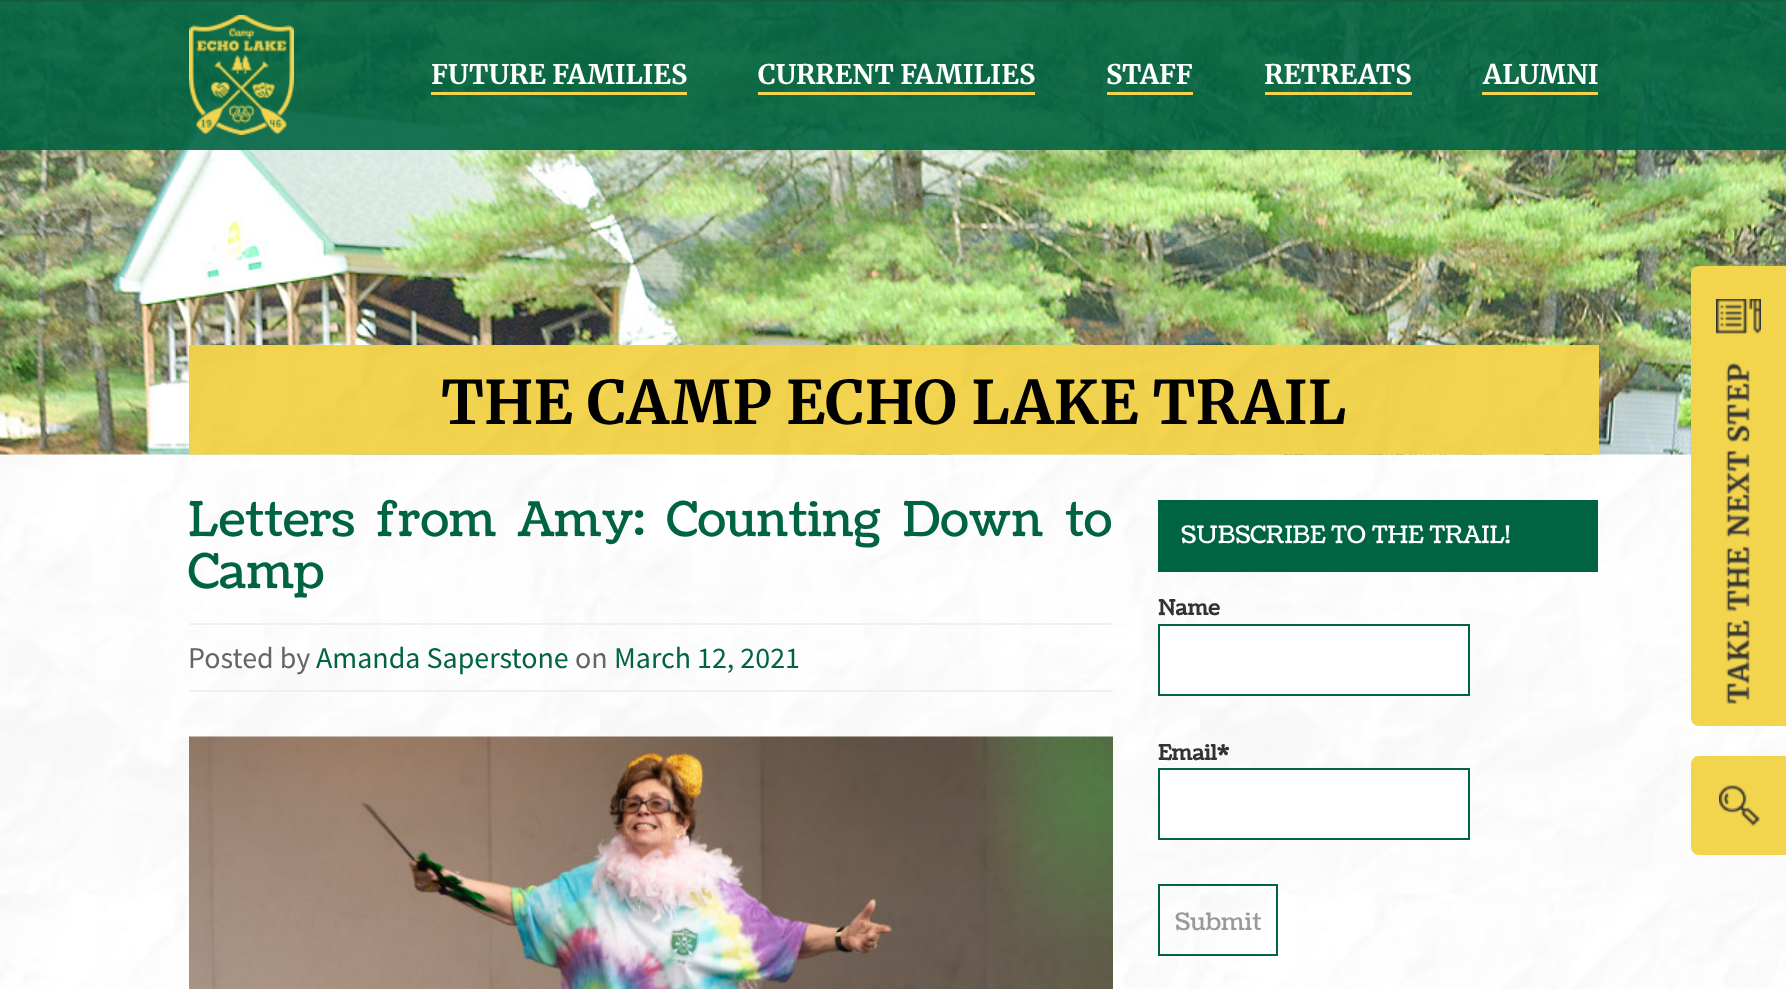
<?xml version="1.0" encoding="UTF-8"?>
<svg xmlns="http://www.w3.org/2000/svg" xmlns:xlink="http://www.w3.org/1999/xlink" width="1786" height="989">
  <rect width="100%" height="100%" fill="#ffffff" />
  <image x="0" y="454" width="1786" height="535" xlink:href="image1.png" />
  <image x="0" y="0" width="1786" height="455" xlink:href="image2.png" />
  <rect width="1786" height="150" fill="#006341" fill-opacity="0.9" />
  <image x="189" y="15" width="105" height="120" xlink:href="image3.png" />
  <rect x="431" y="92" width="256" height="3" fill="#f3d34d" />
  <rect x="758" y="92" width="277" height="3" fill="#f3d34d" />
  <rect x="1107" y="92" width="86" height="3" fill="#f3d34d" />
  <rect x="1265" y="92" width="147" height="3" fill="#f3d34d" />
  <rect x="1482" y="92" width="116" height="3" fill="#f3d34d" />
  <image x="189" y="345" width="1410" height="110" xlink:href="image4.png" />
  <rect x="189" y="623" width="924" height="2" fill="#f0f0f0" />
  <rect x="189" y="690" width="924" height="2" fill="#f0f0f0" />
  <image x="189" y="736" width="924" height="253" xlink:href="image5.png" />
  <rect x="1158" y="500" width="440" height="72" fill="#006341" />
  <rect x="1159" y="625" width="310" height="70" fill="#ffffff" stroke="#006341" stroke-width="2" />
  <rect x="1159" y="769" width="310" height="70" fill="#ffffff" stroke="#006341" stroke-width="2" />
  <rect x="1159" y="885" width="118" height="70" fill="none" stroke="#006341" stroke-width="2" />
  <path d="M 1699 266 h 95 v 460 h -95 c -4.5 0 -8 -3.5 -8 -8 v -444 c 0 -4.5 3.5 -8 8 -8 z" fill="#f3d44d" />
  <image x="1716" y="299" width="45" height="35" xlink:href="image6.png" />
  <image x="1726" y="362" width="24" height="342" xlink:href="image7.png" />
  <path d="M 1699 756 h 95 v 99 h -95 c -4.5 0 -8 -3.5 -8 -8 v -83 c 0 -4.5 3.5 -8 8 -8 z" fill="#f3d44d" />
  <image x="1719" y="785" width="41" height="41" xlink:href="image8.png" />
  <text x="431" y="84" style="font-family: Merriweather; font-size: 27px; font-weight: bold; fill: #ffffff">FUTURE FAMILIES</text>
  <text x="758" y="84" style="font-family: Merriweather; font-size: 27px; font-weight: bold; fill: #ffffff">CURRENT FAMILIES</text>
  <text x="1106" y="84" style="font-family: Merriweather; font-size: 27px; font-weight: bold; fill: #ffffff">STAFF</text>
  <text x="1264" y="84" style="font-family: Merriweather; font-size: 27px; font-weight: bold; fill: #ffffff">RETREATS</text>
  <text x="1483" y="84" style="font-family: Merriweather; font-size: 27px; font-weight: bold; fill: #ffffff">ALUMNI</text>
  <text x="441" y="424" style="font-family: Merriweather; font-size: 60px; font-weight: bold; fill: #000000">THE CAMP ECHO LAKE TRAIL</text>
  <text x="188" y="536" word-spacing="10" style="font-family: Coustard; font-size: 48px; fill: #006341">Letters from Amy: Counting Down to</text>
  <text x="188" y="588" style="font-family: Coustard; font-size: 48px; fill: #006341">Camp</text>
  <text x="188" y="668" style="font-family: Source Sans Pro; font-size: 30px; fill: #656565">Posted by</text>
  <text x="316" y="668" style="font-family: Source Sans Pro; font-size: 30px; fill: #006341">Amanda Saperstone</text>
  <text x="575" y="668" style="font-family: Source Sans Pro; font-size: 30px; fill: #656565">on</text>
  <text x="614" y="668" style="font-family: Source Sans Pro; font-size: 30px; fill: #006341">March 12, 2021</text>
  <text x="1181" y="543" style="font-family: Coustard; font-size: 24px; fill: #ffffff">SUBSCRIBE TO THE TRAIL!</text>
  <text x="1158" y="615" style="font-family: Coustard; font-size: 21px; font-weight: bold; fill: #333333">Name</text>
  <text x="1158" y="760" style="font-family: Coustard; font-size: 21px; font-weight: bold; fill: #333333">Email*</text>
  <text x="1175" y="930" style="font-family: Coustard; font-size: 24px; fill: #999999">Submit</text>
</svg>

== == ==

Which lines above include the word "image"? Pick them out and copy them.

* _Reply_
  <image x="0" y="454" width="1786" height="535" xlink:href="image1.png" />
  <image x="0" y="0" width="1786" height="455" xlink:href="image2.png" />
  <image x="189" y="15" width="105" height="120" xlink:href="image3.png" />
  <image x="189" y="345" width="1410" height="110" xlink:href="image4.png" />
  <image x="189" y="736" width="924" height="253" xlink:href="image5.png" />
  <image x="1716" y="299" width="45" height="35" xlink:href="image6.png" />
  <image x="1726" y="362" width="24" height="342" xlink:href="image7.png" />
  <image x="1719" y="785" width="41" height="41" xlink:href="image8.png" />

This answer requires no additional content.